Global Humanities Senior Research and Teaching Stay at Freie Universitaet Berlin
The Dilemma of Sacrifice in French Thought, from the Enlightenment to the Revolution
The Age of Enlightenment has been highly suspicious of the notions of sacrifice and self-sacrifice, which were deemed to be intrinsically linked to a "religious" or "superstitious" way of thinking. A major paradox of modern Western cultural history is the strong revival of those notions at the very end of the XVIIIth century, in the wake of the French Revolution. While the French Revolution appears, on many grounds, as an ideological heir to the Enlightenment, it also provided a favourable context for reactivating and rephrasing the discourses of sacrifice and self-sacrifice as political discourses, thus creating a new link between politics and sacralisation. In many respects, we still live with this ambiguous heritage.

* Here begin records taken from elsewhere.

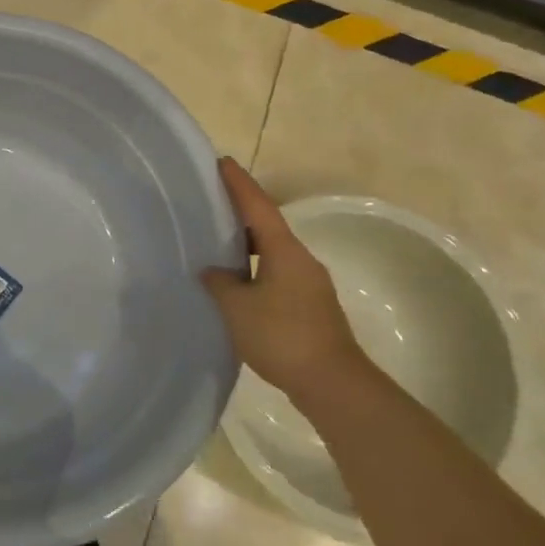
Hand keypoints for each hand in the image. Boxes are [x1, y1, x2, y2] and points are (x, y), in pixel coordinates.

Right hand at [201, 158, 365, 406]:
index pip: (257, 206)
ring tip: (217, 242)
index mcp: (284, 250)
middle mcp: (300, 259)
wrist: (333, 384)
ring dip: (247, 244)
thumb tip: (213, 271)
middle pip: (267, 225)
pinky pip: (277, 273)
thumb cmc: (282, 336)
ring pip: (273, 252)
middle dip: (240, 212)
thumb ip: (220, 282)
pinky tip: (237, 283)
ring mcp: (309, 283)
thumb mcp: (237, 308)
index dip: (238, 183)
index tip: (222, 161)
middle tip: (211, 202)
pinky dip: (255, 268)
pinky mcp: (310, 306)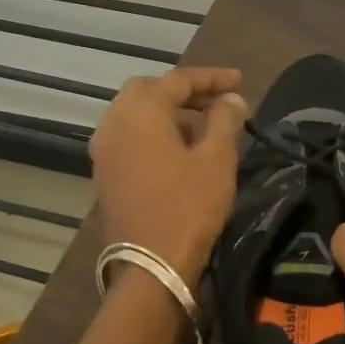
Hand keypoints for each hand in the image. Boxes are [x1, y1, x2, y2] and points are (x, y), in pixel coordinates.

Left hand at [89, 67, 248, 284]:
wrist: (151, 265)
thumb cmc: (189, 207)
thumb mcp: (217, 159)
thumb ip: (224, 120)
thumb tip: (231, 99)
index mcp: (140, 113)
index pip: (178, 80)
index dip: (212, 78)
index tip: (240, 81)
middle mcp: (114, 123)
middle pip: (148, 90)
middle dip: (184, 91)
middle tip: (216, 101)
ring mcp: (104, 150)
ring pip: (135, 114)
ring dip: (168, 112)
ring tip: (204, 127)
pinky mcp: (104, 173)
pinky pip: (129, 137)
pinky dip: (154, 132)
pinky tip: (180, 150)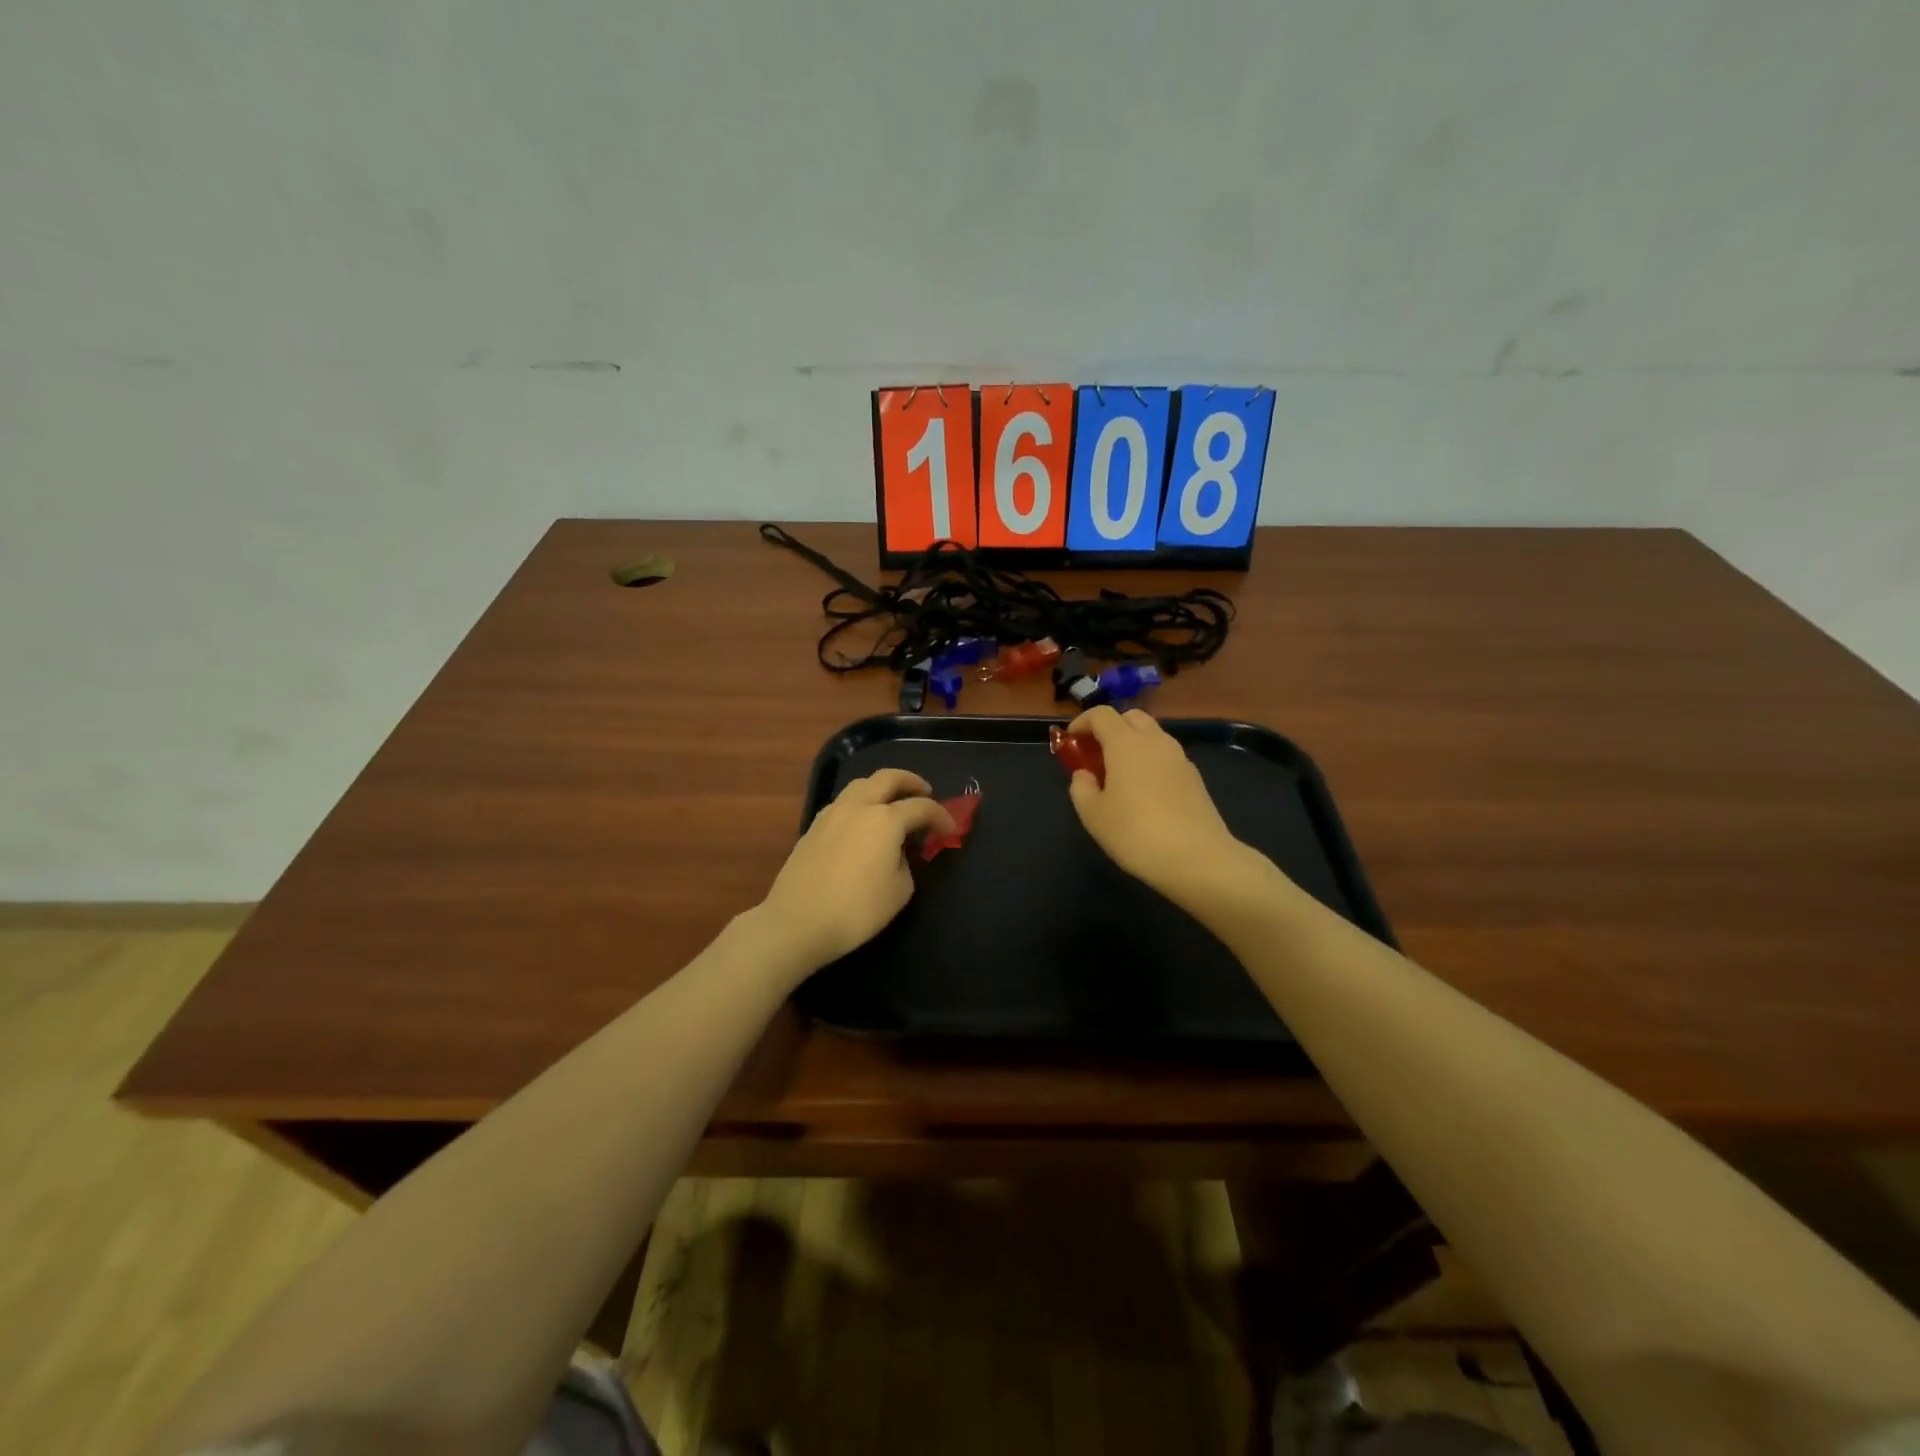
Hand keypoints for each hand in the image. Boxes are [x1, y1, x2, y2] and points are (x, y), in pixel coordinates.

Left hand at [757, 769, 955, 974]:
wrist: (797, 922)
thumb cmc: (856, 910)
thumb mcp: (899, 891)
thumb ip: (906, 863)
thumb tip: (897, 852)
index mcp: (885, 820)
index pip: (921, 807)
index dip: (941, 816)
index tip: (950, 830)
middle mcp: (858, 806)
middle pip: (888, 778)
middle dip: (911, 781)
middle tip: (925, 792)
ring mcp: (832, 813)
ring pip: (861, 784)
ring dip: (882, 787)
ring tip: (892, 803)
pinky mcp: (813, 827)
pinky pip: (844, 802)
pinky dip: (861, 802)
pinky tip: (864, 822)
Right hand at [1064, 706, 1259, 904]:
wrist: (1197, 858)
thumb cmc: (1135, 833)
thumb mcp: (1093, 815)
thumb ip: (1081, 788)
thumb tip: (1085, 774)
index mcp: (1126, 743)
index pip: (1102, 714)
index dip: (1082, 722)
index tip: (1071, 740)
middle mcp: (1155, 742)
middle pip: (1131, 717)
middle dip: (1111, 728)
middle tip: (1096, 753)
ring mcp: (1179, 758)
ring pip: (1152, 736)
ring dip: (1133, 744)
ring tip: (1120, 775)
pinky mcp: (1195, 778)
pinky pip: (1166, 757)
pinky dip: (1151, 762)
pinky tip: (1145, 793)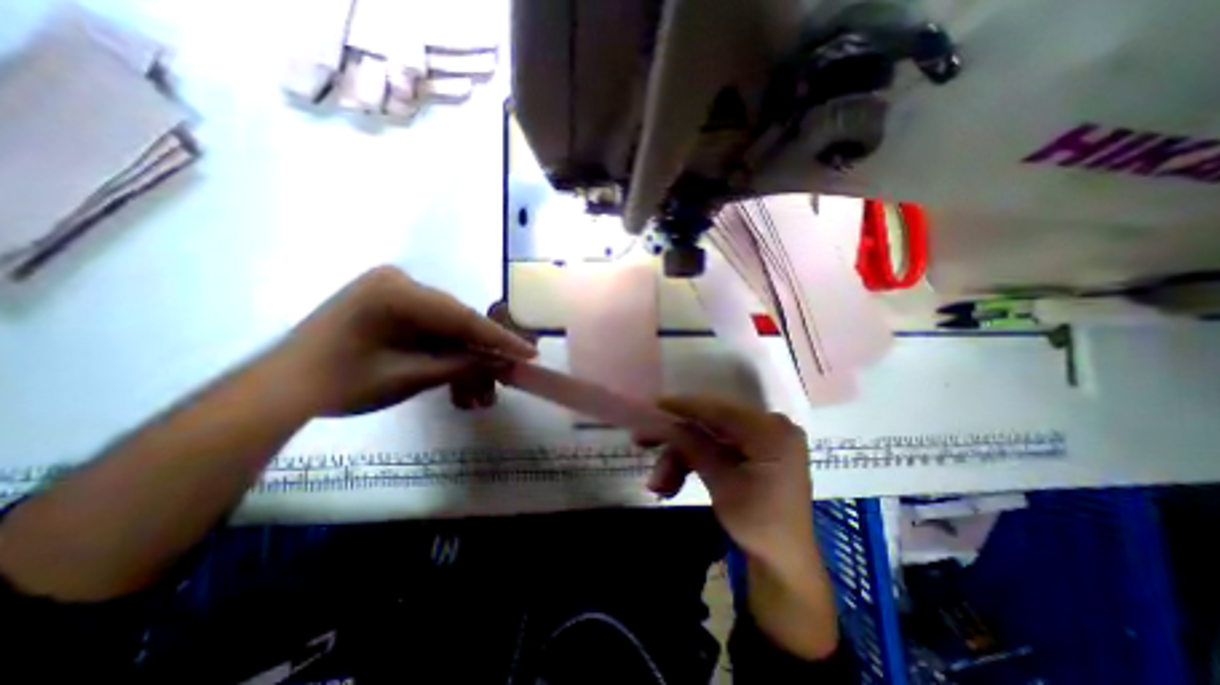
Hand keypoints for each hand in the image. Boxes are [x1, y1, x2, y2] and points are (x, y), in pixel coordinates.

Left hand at [285, 265, 538, 413]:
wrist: (280, 389)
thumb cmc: (340, 384)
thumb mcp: (410, 376)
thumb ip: (462, 364)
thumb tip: (505, 362)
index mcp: (397, 291)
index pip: (463, 317)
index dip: (499, 339)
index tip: (529, 353)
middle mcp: (399, 281)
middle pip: (457, 320)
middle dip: (482, 350)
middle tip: (507, 373)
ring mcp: (392, 291)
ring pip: (446, 326)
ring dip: (464, 355)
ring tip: (479, 387)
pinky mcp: (389, 304)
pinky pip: (429, 327)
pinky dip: (445, 350)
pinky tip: (457, 372)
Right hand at [642, 395, 813, 566]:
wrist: (784, 564)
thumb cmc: (759, 524)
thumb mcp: (722, 483)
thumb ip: (694, 445)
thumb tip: (664, 420)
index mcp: (771, 431)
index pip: (720, 410)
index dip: (685, 406)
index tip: (654, 404)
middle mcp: (770, 426)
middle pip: (711, 423)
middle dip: (677, 439)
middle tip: (643, 441)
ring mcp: (762, 439)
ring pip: (710, 438)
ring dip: (681, 458)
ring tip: (659, 484)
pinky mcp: (754, 451)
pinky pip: (717, 448)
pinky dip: (695, 462)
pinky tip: (673, 483)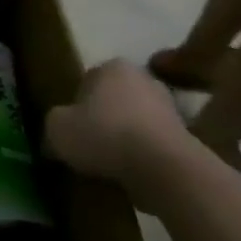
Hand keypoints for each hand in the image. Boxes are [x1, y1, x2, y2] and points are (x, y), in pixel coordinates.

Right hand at [45, 59, 190, 191]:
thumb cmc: (103, 135)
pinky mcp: (186, 137)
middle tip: (85, 145)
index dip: (74, 105)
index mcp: (112, 67)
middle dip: (101, 119)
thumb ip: (54, 123)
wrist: (162, 167)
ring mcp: (170, 107)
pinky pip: (151, 144)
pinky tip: (128, 173)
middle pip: (113, 100)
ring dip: (122, 138)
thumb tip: (58, 132)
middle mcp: (144, 79)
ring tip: (106, 164)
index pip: (86, 81)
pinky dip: (140, 155)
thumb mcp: (56, 128)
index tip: (69, 128)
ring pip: (133, 122)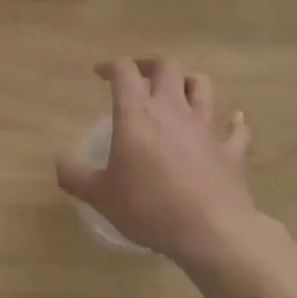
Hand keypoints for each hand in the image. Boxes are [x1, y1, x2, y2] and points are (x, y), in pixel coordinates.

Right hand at [56, 57, 267, 267]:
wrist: (212, 231)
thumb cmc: (149, 207)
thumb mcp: (100, 196)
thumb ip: (75, 176)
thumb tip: (60, 163)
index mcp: (137, 113)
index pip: (125, 70)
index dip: (111, 65)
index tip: (100, 74)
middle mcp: (173, 109)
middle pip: (167, 66)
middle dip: (151, 66)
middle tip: (140, 79)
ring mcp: (207, 127)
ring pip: (203, 86)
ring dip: (190, 82)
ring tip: (179, 92)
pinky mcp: (231, 150)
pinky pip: (236, 127)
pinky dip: (233, 121)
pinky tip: (231, 120)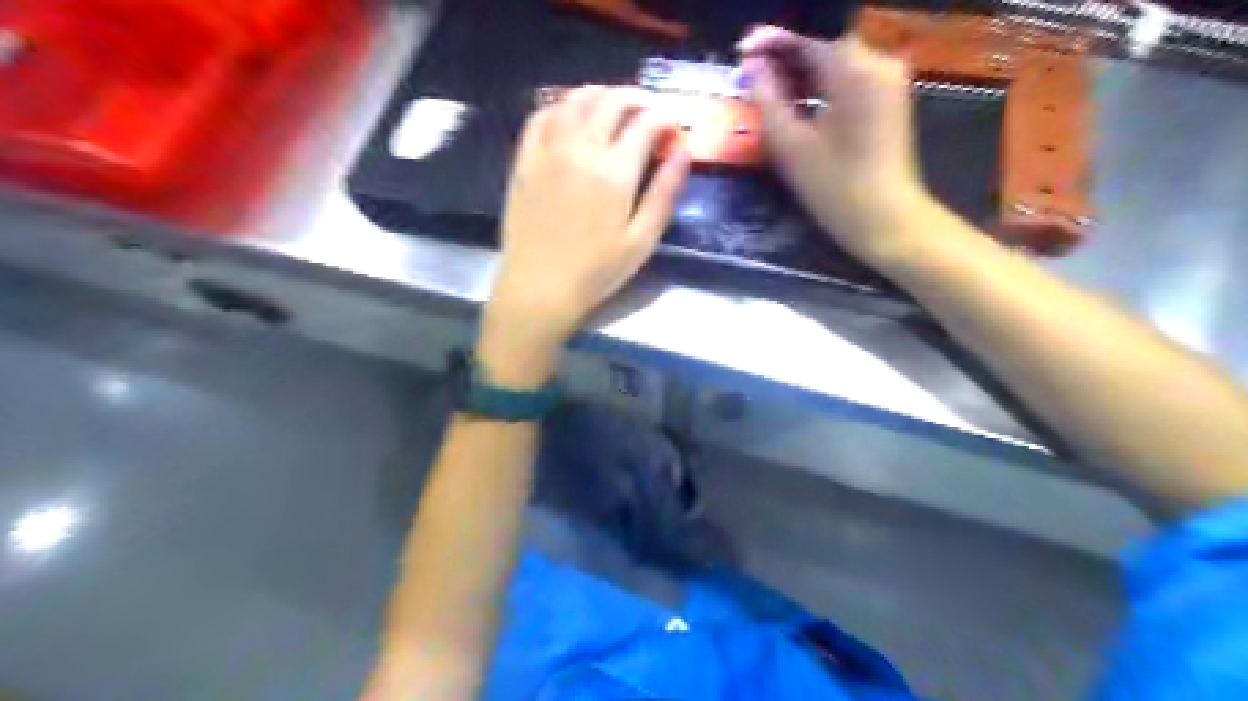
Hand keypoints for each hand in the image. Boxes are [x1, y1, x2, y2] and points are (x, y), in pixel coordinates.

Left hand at [480, 85, 691, 384]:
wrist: (539, 289)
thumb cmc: (596, 272)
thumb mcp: (642, 239)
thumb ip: (665, 192)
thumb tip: (684, 150)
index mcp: (614, 172)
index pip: (646, 123)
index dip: (666, 118)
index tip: (674, 128)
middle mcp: (580, 149)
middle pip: (611, 102)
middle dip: (637, 99)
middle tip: (650, 112)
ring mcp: (548, 151)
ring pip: (575, 100)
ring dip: (601, 94)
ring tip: (615, 106)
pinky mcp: (525, 160)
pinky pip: (541, 116)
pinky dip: (561, 106)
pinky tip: (572, 116)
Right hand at [739, 26, 924, 261]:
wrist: (886, 221)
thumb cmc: (835, 188)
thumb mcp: (791, 145)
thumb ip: (768, 99)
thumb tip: (752, 67)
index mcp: (855, 69)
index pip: (808, 37)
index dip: (771, 39)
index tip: (741, 49)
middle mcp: (878, 63)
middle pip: (824, 43)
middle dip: (785, 54)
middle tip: (749, 72)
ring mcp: (888, 80)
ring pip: (836, 60)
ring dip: (800, 69)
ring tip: (765, 86)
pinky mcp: (889, 99)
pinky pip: (848, 77)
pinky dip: (820, 83)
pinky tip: (796, 99)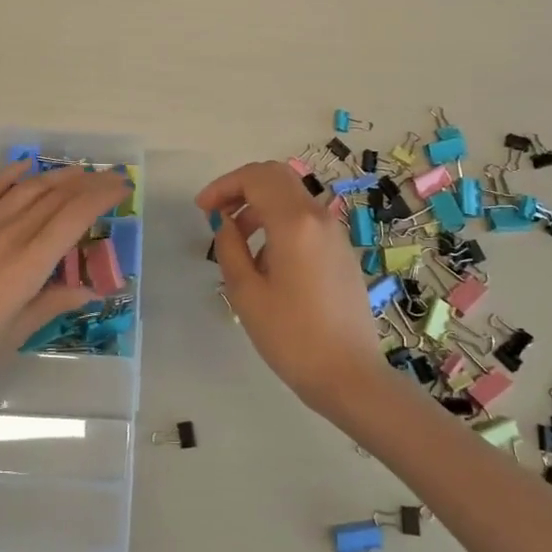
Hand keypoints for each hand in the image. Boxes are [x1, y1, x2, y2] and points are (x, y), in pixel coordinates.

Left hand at [0, 162, 129, 406]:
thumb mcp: (16, 333)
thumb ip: (52, 303)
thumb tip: (86, 289)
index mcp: (28, 263)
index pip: (74, 216)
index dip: (101, 196)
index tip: (121, 187)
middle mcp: (7, 234)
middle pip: (54, 196)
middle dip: (86, 183)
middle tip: (108, 178)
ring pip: (25, 188)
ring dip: (54, 176)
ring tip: (76, 172)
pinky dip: (8, 175)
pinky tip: (24, 167)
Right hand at [196, 161, 384, 415]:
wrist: (349, 375)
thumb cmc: (291, 336)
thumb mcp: (246, 292)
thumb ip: (229, 247)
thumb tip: (225, 222)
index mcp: (294, 222)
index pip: (255, 178)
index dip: (223, 186)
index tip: (202, 209)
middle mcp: (318, 217)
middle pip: (276, 177)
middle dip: (242, 187)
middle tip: (218, 213)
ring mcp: (335, 233)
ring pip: (292, 196)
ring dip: (260, 204)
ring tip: (237, 239)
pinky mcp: (341, 251)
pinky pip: (305, 218)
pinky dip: (279, 220)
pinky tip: (266, 258)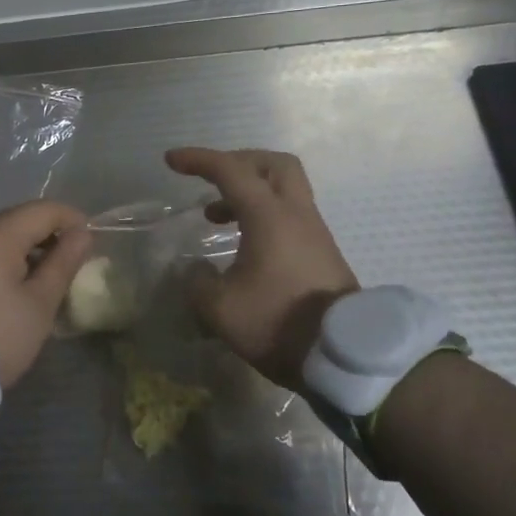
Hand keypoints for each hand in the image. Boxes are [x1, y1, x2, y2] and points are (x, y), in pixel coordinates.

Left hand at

Philippe Roger is a Senior Research Fellow at the French National Center for Scientific Research (UMR 8599 at Paris Sorbonne) and a Directeur d’études at the École des Hautes Études en Sciences Sociales. He also teaches at the University of Virginia and is Global Distinguished Visiting Professor at New York University. A specialist of Sade’s œuvre, he edited numerous collected works dealing with 18thc. literature, culture, and history. He is also the author of Roland Barthes, roman (1986) and devoted more than 20 articles to Barthes. His book L’Ennemi américain. Généalogie de l’antiaméricanisme français (2002) received the Prix Aujourd’hui 2003 and the Prize for best book translated from the French awarded by French-American Foundation and the Gould Foundation. For 20 years, he has been the editor of Critique, founded by Georges Bataille.